GPA: Nein zum Schwarz-Blauen Gruselpaket

Mit Widerstand der Gewerkschaft ist zu rechnen

Wien (ÖGB/GPA). "Nicht alleine der Zick-Zack-Kurs in Sachen Regierungsbeteiligung überführt Wolfgang Schüssel der handfesten Wählertäuschung. Auch die Schwarz-Blauen Pläne für Österreich zeigen, was von der Qualität und der Verlässlichkeit der Versprechen von ÖVP wie FPÖ zu halten ist”, kommentierte GPA-Vorsitzender Hans Sallmutter das Regierungsprogramm der künftigen Koalitionspartner. ”Das asoziale Belastungspaket der gescheiterten SPÖ-ÖVP-Verhandler ist jetzt durch ein Paket verschärft worden, dessen Gewicht ausschließlich die ArbeitnehmerInnen aufgehalst bekommen.
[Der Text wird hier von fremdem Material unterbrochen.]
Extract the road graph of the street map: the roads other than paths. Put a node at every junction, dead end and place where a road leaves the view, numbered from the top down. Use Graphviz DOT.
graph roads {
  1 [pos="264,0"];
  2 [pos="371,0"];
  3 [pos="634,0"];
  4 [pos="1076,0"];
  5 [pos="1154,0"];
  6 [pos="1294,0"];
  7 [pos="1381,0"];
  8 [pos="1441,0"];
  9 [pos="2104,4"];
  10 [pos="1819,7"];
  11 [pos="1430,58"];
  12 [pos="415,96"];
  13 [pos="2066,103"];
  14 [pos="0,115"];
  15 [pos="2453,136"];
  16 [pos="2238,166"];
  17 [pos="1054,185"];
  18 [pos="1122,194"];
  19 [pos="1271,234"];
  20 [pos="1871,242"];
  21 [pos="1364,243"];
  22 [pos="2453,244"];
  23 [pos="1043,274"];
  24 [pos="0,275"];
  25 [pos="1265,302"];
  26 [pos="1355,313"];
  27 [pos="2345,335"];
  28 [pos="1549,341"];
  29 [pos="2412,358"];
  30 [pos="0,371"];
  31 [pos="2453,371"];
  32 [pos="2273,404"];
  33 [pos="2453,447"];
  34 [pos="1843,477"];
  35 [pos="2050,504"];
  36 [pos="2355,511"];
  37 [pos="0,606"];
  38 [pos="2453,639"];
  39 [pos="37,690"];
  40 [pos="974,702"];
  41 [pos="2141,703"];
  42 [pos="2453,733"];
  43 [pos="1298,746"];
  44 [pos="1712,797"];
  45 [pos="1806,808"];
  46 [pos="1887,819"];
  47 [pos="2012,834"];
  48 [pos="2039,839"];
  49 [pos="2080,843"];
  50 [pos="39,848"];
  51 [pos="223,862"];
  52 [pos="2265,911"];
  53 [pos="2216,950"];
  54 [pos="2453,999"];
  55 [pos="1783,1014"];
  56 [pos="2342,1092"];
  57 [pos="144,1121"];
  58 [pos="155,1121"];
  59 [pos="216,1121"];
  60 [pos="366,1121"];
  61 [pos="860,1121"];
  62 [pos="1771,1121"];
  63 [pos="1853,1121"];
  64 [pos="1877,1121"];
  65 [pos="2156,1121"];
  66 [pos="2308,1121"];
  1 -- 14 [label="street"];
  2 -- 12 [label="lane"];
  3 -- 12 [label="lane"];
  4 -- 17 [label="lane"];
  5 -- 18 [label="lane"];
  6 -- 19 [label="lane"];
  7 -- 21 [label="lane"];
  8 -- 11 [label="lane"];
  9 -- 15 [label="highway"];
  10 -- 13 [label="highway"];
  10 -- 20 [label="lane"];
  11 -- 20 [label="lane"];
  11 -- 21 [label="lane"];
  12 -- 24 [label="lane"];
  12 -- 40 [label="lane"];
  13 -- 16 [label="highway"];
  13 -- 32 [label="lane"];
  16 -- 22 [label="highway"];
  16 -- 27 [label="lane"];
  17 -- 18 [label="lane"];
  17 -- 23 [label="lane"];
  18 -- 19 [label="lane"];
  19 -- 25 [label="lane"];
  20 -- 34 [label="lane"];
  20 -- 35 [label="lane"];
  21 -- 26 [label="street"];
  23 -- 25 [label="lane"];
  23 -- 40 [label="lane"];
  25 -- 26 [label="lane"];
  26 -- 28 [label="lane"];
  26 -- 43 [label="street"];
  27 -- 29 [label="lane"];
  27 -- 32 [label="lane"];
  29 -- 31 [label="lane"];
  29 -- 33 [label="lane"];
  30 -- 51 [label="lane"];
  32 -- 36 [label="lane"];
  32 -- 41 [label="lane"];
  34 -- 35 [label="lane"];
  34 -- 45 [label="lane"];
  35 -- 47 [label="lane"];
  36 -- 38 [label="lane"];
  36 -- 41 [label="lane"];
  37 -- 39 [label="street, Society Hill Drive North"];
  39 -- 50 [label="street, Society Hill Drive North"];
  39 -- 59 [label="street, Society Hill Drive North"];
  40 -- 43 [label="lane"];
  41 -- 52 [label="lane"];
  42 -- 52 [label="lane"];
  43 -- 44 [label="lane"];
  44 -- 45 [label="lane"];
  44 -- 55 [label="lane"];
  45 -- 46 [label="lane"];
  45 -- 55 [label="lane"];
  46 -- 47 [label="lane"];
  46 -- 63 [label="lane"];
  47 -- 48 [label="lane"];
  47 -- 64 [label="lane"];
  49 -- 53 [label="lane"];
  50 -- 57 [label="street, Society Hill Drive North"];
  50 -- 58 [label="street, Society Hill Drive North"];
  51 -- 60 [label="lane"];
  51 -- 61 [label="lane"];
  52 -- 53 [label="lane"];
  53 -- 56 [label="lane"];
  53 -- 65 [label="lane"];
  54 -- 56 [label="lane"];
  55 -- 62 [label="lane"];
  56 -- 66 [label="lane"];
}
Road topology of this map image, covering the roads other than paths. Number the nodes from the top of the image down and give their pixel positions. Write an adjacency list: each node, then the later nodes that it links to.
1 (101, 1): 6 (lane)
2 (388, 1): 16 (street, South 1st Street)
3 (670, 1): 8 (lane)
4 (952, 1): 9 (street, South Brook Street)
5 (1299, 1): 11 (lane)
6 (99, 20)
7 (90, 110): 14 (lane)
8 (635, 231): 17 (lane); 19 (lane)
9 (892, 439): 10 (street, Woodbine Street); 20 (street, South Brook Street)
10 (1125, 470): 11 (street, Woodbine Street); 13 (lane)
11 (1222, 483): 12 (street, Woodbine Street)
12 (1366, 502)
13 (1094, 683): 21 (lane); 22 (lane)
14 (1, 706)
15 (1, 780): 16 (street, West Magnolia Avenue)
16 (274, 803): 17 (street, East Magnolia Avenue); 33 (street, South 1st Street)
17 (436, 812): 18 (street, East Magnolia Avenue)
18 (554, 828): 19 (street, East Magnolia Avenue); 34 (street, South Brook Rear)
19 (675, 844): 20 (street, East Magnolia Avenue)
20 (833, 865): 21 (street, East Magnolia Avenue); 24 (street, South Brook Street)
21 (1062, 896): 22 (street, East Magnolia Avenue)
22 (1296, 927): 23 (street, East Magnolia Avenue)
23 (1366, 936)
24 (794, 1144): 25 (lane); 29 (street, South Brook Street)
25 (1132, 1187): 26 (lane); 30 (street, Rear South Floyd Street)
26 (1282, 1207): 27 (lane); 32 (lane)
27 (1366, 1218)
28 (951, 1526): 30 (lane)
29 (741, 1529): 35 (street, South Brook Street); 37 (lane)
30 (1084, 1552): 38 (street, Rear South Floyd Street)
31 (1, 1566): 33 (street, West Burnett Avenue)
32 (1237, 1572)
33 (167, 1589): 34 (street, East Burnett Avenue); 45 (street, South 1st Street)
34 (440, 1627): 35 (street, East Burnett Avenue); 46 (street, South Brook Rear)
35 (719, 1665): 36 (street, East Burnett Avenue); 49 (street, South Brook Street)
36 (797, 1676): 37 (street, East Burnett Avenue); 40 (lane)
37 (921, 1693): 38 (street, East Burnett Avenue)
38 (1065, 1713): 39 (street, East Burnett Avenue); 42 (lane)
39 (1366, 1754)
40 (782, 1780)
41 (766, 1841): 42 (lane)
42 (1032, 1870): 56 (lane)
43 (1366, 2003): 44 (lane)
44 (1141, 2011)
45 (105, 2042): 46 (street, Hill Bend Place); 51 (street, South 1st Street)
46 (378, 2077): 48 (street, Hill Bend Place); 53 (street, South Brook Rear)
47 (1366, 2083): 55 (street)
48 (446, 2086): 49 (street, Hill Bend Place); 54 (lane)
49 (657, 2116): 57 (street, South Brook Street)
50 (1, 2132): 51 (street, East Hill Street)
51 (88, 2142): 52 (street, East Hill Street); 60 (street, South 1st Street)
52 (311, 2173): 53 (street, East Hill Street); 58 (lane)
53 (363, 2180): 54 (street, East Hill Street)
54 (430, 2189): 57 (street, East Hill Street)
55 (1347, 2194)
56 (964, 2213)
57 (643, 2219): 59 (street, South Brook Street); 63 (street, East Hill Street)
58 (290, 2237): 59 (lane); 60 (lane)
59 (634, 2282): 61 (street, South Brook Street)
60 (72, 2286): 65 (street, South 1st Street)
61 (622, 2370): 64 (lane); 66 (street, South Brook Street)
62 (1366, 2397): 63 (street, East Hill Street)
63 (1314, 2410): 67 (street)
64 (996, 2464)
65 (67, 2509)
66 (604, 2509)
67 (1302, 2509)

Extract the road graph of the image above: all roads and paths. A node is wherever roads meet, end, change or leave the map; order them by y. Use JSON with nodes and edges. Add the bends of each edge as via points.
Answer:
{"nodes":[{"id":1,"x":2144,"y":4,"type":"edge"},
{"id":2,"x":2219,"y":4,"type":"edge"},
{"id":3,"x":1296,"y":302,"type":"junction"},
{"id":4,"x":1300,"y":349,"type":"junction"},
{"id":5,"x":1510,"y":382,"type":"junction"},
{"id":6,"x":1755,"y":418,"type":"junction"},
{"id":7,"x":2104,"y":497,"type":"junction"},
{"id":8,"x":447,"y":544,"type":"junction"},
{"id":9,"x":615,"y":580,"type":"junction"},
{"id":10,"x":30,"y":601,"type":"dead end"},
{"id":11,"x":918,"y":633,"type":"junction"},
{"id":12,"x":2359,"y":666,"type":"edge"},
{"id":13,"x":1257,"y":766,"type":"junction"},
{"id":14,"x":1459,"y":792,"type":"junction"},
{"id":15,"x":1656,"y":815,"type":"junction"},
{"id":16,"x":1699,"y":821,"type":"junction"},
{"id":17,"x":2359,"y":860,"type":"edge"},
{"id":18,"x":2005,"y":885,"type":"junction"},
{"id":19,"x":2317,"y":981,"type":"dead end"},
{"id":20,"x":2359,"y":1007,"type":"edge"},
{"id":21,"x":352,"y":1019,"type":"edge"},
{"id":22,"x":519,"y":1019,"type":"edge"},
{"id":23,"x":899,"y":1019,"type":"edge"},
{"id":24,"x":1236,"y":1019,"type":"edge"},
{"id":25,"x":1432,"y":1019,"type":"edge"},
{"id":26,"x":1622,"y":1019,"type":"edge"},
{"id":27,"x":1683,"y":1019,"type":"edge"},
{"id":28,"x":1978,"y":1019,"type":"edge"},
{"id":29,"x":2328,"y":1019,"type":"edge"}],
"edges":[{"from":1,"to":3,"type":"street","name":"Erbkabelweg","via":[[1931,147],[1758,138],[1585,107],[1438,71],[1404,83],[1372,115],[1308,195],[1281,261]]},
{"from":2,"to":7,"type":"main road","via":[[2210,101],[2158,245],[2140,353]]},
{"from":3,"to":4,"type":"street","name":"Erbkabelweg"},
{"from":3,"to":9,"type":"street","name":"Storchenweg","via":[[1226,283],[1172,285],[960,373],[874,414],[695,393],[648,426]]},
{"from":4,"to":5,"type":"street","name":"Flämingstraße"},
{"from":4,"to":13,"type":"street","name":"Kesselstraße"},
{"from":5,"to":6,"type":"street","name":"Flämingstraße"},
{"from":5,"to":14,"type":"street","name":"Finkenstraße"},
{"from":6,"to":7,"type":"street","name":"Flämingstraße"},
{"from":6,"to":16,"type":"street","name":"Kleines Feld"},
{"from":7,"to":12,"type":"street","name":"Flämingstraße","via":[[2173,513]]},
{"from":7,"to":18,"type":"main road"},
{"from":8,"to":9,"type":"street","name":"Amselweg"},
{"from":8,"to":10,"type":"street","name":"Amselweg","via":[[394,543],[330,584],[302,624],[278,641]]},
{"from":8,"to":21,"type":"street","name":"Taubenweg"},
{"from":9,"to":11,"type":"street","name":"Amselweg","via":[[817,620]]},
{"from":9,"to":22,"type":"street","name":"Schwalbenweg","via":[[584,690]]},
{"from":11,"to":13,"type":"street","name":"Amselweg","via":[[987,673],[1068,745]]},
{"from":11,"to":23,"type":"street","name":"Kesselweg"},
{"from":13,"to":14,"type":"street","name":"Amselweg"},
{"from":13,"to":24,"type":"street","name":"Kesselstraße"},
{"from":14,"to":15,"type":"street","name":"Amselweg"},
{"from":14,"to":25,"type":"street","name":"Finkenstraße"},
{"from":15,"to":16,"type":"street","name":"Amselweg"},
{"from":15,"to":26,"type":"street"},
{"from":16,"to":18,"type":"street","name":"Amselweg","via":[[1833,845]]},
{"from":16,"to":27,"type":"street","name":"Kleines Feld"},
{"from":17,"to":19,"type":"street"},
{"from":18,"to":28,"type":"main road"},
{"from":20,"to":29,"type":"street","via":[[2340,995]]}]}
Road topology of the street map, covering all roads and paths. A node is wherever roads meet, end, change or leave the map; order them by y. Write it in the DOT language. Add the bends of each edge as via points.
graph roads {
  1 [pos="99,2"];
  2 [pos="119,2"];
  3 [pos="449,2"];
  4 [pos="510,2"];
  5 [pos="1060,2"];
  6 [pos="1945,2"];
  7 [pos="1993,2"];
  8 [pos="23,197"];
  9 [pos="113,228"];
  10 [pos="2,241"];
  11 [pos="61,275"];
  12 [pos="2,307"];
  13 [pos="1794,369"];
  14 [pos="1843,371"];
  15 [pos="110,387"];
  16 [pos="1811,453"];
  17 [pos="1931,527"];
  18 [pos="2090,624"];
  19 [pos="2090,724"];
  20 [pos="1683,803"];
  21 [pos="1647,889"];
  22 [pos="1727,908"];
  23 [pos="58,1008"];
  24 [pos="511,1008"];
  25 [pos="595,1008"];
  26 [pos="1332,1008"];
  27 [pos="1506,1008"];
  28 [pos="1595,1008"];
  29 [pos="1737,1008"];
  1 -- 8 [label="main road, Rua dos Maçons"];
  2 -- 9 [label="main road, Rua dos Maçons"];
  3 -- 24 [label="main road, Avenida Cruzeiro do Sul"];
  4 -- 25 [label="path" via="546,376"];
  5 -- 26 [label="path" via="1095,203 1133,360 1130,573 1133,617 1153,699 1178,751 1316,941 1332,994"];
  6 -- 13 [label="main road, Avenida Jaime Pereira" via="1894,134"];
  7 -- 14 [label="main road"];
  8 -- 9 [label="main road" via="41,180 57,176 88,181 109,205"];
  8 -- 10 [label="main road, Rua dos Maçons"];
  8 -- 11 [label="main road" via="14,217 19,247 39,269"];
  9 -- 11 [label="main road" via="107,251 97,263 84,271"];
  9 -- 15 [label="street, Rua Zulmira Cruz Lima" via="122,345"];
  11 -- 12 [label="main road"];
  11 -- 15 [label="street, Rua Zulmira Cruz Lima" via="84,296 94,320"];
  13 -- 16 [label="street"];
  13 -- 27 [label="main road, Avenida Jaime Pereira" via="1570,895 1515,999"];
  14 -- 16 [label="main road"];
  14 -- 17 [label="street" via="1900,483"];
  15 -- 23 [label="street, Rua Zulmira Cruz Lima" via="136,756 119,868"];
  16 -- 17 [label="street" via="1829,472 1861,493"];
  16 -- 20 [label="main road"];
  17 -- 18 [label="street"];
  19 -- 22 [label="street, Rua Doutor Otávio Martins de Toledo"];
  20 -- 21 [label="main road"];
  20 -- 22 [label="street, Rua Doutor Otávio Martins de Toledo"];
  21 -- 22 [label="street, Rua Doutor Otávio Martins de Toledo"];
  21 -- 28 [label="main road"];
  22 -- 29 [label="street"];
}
Wo es auch möglich ist verabschiedet sich der Staat aus seiner Verantwortung, gleichzeitig werden den Unternehmern die Geschenke in Milliardenhöhe nachgeschmissen. Unter diesen Voraussetzungen wird einer Zusammenarbeit mit der Gewerkschaft der Boden weggerissen. Wenn ÖVP und FPÖ in Richtung Gewerkschaft das Wort "Verbündtete´ in den Mund nehmen, so möchte ich ihnen ausrichten, dass die Gewerkschaften beim Abräumen von Rechten der ArbeitnehmerInnen und Sozialstandards keine Verbündete sondern Gegner sind.”++++

Die Liste der FPÖVP-Zumutungen ist lange. Sie reicht von den inakzeptablen Maßnahmen bei den Pensionen bis zum Abfertigungsrucksack. Insbesondere der 20 prozentige Selbstbehalt in der Krankenversicherung stellt einen Schlag ins Gesicht der ArbeitnehmerInnen dar. Eine solcher Krankensteuer ist für die Gewerkschaft in zweifacher Hinsicht inakzeptabel: die Dienstgeber stehlen sich aus ihrer Beitragsverantwortung und gesundheitlich Benachteiligte werden in ein finanzielles Desaster gestürzt.

Nachdem sich diese zukünftige Regierung bereits ins außenpolitische ”Out” manövriert hat, legt sie sich auch mit den ArbeitnehmerInnen und PensionistInnen an. Die GPA wird sich daher an dem sich jetzt formierenden Widerstand beteiligen.